Durante el reinado de Carlos IV, al tenor de la marcha general del país, la fábrica de paños de Brihuega vio disminuir su trabajo y productividad. Las condiciones de competencia de los paños procedentes del extranjero, hicieron perder interés a éstos fabricados en la Alcarria. Después, con la guerra de la Independencia, todo se derrumbó, administrativamente, llegando en varias ocasiones fuerzas napoleónicas y guerrilleras a llevarse los restos de lana que aún quedaban en sus naves, para elaborar con ella uniformes.

Al terminar el conflicto, Fernando VII depuso de su puesto de director de las Reales fábricas de Guadalajara y Brihuega a don Felipe González Vallejo, confinándole en Ceuta. En 1924, se decide nuevamente explotarla por el sistema de arrendamiento, ganando esta prebenda el marqués de Croy. Poco después, en 1828, la fábrica amenazaba ruina en algunas de sus partes, y era el propio gobierno el que acudía, aunque en precario a su arreglo. Esta fábrica sirvió, además, para fomentar la iniciativa privada, que se nutria de oficiales duchos en el oficio, establecidos por su cuenta, que ejecutaban primorosas labores en sus talleres propios. Otros tintoreros se dedicaban a poner de mil colores los paños fabricados.
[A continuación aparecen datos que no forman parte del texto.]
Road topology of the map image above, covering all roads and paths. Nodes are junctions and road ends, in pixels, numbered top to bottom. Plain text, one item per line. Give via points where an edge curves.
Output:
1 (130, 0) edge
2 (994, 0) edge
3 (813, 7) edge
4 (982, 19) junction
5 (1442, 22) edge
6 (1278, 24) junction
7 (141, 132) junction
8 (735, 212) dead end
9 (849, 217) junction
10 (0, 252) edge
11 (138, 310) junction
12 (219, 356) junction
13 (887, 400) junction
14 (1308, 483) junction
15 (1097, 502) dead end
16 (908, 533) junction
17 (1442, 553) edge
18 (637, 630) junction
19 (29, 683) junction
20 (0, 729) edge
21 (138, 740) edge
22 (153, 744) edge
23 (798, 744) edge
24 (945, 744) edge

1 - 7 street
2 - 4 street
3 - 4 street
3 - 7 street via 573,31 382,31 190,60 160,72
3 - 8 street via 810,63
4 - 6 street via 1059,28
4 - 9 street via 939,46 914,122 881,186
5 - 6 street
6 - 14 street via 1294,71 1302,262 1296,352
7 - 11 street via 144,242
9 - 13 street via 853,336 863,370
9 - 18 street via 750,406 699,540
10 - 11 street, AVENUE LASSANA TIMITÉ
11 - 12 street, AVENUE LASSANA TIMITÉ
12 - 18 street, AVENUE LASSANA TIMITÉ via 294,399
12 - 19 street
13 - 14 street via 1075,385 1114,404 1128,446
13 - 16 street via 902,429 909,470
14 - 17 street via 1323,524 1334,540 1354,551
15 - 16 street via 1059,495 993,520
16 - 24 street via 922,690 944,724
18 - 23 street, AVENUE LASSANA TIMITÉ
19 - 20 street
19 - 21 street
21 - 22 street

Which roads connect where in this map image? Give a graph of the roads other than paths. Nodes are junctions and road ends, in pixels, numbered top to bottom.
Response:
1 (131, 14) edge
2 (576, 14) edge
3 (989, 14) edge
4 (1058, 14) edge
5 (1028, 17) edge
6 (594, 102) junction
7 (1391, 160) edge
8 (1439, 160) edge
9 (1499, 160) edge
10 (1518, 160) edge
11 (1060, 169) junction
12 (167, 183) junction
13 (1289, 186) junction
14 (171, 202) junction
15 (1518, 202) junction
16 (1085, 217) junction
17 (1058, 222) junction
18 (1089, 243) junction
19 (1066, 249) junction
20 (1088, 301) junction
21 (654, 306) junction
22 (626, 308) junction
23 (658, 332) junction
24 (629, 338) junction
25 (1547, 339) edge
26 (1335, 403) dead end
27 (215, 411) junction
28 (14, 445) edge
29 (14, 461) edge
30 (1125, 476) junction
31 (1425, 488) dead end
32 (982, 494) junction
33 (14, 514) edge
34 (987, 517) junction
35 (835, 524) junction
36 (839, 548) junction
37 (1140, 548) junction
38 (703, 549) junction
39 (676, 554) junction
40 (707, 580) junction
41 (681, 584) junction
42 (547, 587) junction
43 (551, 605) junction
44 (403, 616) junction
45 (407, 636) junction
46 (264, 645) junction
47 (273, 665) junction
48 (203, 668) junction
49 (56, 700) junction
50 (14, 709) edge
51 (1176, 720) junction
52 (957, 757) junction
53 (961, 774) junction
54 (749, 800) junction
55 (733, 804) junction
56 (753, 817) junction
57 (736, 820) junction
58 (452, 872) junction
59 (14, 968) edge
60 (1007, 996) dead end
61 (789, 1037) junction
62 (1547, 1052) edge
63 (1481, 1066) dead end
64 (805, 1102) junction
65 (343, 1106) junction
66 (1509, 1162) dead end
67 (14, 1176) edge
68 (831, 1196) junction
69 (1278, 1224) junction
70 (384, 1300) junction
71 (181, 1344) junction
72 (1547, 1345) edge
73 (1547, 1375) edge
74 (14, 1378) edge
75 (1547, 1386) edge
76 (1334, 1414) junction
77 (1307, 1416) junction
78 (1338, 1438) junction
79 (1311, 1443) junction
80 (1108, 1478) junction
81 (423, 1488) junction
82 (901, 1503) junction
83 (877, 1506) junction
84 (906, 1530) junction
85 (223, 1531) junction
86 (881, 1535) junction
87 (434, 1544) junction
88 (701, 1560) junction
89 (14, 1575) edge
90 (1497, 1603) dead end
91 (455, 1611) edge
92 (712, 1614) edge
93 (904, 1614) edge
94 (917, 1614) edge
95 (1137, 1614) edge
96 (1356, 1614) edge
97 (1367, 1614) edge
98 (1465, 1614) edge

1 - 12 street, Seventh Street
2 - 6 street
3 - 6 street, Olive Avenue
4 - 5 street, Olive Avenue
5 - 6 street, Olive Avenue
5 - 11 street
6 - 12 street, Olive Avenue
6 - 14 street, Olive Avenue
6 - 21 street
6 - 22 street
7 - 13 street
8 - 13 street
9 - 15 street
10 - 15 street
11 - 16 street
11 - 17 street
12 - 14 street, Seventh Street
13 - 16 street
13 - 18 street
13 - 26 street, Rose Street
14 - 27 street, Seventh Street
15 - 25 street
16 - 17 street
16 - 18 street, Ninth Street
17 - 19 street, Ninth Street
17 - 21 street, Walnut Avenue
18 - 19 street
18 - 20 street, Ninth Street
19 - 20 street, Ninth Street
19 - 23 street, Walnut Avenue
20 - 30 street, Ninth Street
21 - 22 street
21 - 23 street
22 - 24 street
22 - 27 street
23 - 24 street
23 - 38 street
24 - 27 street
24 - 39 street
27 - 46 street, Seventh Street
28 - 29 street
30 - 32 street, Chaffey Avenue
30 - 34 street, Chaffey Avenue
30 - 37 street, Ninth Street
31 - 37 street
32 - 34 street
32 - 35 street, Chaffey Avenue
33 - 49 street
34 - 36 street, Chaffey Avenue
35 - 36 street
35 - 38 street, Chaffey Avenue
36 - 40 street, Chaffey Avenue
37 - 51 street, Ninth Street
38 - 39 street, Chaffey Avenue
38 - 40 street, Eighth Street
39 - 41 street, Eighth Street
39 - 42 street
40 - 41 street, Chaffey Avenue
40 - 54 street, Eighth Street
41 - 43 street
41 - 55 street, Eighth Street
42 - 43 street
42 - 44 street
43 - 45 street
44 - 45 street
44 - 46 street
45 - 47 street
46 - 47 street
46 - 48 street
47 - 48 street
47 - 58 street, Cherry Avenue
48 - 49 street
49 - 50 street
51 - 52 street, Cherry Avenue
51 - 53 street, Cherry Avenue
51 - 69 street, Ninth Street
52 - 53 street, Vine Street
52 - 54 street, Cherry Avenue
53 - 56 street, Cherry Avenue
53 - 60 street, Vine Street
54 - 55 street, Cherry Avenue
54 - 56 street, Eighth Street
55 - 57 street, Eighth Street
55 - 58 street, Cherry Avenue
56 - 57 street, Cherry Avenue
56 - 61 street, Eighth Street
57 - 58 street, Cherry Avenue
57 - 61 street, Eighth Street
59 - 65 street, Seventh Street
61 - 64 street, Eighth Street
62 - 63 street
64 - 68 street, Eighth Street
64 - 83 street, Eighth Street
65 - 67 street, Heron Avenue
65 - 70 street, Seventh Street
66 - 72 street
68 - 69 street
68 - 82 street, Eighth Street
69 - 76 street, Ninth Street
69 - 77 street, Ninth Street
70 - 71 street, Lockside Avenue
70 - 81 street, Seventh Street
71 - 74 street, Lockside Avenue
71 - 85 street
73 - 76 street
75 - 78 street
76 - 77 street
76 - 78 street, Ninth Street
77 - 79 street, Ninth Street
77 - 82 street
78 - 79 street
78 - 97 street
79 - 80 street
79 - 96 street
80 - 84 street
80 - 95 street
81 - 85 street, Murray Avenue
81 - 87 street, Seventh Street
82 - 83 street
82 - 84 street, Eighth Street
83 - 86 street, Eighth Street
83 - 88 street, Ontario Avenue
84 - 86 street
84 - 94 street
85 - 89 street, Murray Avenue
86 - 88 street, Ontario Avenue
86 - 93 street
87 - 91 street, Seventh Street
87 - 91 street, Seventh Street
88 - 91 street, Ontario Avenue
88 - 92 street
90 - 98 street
Durante el siglo XIX fue muy intenso el proceso de producción y comercialización de los paños briocenses, quedando hoy reducido a la nada tras un largo y lento proceso de inanición. Sólo queda de todo aquello un vago recuerdo que aletea entre los habitantes del pueblo, y la presencia recia, grisácea y señorial de la fábrica, en lo más alto del pueblo, como una gigantesca máquina que se hubiera agotado en su danzar.